Jusque-là, les Polonais exposés à la pollution de l’exploitation minière vivaient dans le sud du pays où le charbon est traditionnellement extrait.
Mais faute d’une production intérieure suffisante, la Pologne a été contrainte d’importer désormais du charbon, qui en outre ne vient plus de Russie depuis l’invasion de l’Ukraine par ce pays. Contraint de gérer les volumes importants importés du Kazakhstan, de Colombie ou d’Indonésie, le port de Gdansk a commencé à stocker le charbon près des zones résidentielles.
« Cette poussière est omniprésente », se plaint Iwona, 37 ans, devant la maison où elle a grandi.
« Avant, elle était beige », confie-t-elle à l’AFP en montrant la façade couverte d’une couche noire.
« Nous commençons chacune de nos journées par un nettoyage. Il suffit d’ouvrir une porte ou une fenêtre pour que la poussière s’engouffre à l’intérieur », déplore cette mère d’une petite fille d’un mois.
Plus question désormais de passer du temps dans le jardin.
« Des filtres à air et des humidificateurs fonctionnent en permanence. Et lorsqu’on veut sortir avec notre fille, on va se promener ailleurs », indique-t-elle.
Le sentiment de gravité est partagé par Elzbieta Rostalska dont la maison donne sur les tas de charbon qui longent le canal.
« J’habite ici depuis plus de 40 ans… la situation est la pire que nous ayons connue. Nous sommes au XXIe siècle, ils pourraient faire les choses autrement », s’insurge-t-elle.
– « Tempête dans le désert » –
Lorsque la poussière de charbon se lève, on se croirait au milieu d’une « tempête dans le désert », sans la moindre visibilité, ajoute Elzbieta, 64 ans.
« Je suis asthmatique, alors quand la pollution augmente, ça laisse un arrière-goût désagréable dans la gorge », décrit-elle.
Les problèmes de santé se multiplient dans la région. Ainsi, le père d’Iwona Wozniewska souffre d’emphysème, une grave affection pulmonaire.
Un voisin du quartier, Henryk Motyl, souffre lui aussi de problèmes aux poumons.
« Je suis censé laisser la fenêtre grande ouverte un peu tous les jours (…), confie cet homme de 66 ans. Il explique qu’il doit inspirer et expirer profondément pendant une demi-heure quotidiennement. « Mais comment le faire? », s’interroge-t-il.
Sa femme pour sa part se bourre d’analgésiques pour soulager ses maux de tête.
Sa fille, Anna Motyl-Kosinska, 46 ans, a quant à elle décidé de se battre contre cette pollution.
Selon elle, la situation s’est détériorée lorsque les importations de charbon se sont intensifiées à l’approche de l’hiver.
« Le charbon est stocké dans tous les coins et recoins inoccupés.
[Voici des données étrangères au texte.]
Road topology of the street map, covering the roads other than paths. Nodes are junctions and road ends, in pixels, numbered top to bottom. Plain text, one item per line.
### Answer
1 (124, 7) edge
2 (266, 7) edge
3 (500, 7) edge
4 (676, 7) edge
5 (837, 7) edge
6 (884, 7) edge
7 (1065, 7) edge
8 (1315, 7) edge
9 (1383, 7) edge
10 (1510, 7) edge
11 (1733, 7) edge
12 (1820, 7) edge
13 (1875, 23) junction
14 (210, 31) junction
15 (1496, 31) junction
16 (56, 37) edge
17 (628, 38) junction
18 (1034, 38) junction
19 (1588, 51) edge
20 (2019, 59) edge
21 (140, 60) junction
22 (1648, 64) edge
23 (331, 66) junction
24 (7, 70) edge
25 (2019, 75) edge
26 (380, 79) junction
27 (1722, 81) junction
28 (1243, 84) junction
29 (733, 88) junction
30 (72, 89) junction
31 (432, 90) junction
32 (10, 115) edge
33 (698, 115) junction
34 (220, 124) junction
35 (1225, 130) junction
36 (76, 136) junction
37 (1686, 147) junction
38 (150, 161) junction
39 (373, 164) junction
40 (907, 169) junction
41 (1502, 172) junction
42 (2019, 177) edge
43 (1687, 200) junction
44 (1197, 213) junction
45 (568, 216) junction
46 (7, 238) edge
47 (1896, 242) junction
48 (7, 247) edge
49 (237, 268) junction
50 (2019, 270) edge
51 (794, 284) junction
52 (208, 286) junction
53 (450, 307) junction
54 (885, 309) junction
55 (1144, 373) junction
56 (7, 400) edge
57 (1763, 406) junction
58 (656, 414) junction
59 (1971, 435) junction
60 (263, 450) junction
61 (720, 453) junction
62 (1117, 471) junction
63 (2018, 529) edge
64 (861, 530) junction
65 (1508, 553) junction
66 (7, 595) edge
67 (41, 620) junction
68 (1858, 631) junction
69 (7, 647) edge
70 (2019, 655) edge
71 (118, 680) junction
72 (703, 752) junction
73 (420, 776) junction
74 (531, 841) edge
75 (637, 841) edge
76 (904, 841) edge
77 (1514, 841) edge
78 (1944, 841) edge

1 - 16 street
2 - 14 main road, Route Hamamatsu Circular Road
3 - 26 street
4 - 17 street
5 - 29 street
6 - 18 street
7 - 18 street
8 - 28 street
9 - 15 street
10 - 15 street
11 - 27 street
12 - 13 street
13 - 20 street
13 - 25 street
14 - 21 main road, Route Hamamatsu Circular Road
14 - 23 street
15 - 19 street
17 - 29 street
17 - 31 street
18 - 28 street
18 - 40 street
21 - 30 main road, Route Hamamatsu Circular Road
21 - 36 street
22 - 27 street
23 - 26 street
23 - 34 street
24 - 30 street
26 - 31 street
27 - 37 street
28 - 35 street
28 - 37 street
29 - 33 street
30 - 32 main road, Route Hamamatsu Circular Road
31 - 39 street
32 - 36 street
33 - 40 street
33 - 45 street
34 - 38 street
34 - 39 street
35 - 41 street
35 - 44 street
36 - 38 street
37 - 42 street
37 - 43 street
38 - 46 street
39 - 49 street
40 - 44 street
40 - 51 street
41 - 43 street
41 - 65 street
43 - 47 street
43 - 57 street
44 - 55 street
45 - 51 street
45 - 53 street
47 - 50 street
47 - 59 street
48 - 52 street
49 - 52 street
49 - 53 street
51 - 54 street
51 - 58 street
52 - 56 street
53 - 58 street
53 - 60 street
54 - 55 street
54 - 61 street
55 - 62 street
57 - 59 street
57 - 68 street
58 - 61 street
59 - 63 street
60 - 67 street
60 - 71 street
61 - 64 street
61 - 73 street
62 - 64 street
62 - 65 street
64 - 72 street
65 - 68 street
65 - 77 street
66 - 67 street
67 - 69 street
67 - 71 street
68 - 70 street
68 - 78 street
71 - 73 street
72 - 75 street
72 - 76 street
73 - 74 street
C’est du charbon de mauvaise qualité, en provenance de Colombie, du Kazakhstan, de diverses contrées du monde », explique-t-elle.
– « Cité noire » –
Anna Motyl-Kosinska est cofondatrice d’une campagne citoyenne lancée contre la pollution et qui réclame des mesures préventives, comme arroser le charbon avec de l’eau ou bâcher les camions pour contenir la propagation de la poussière.
Soumis à des pressions en ce sens, le conseil municipal de Gdansk vient de tenir une réunion spéciale consacrée au problème.
Les habitants ont saisi l’occasion pour déployer des banderoles clamant : « Gdansk: cité noire ».
« Près de 90% du volume de charbon arrivant en Pologne et distribué à travers le pays, est transbordé à Gdansk, près des habitations », dit à l’AFP la maire de cette ancienne ville hanséatique, Aleksandra Dulkiewicz, précisant que le problème affecte « des milliers de personnes ».
« Il y a des endroits à Gdansk, des écoles, dont les enfants ne sortent pas depuis des semaines », insiste-t-elle.
Le conseil municipal a invité à sa réunion les autorités gouvernementales et portuaires, sans succès, alors que 95 % du port est propriété de l’État.
« Cela montre que personne aujourd’hui ne veut se confronter aux résidents ni à leurs vrais problèmes, ni réfléchir à une solution intelligente », déplore Dulkiewicz.
Lors de la réunion, le conseil a appelé le gouvernement à agir immédiatement, en commençant par nettoyer les rues et les véhicules du port, tout en surveillant les taux de pollution.
Certaines mesures ont bien été prises, mais selon les habitants, elles sont insuffisantes.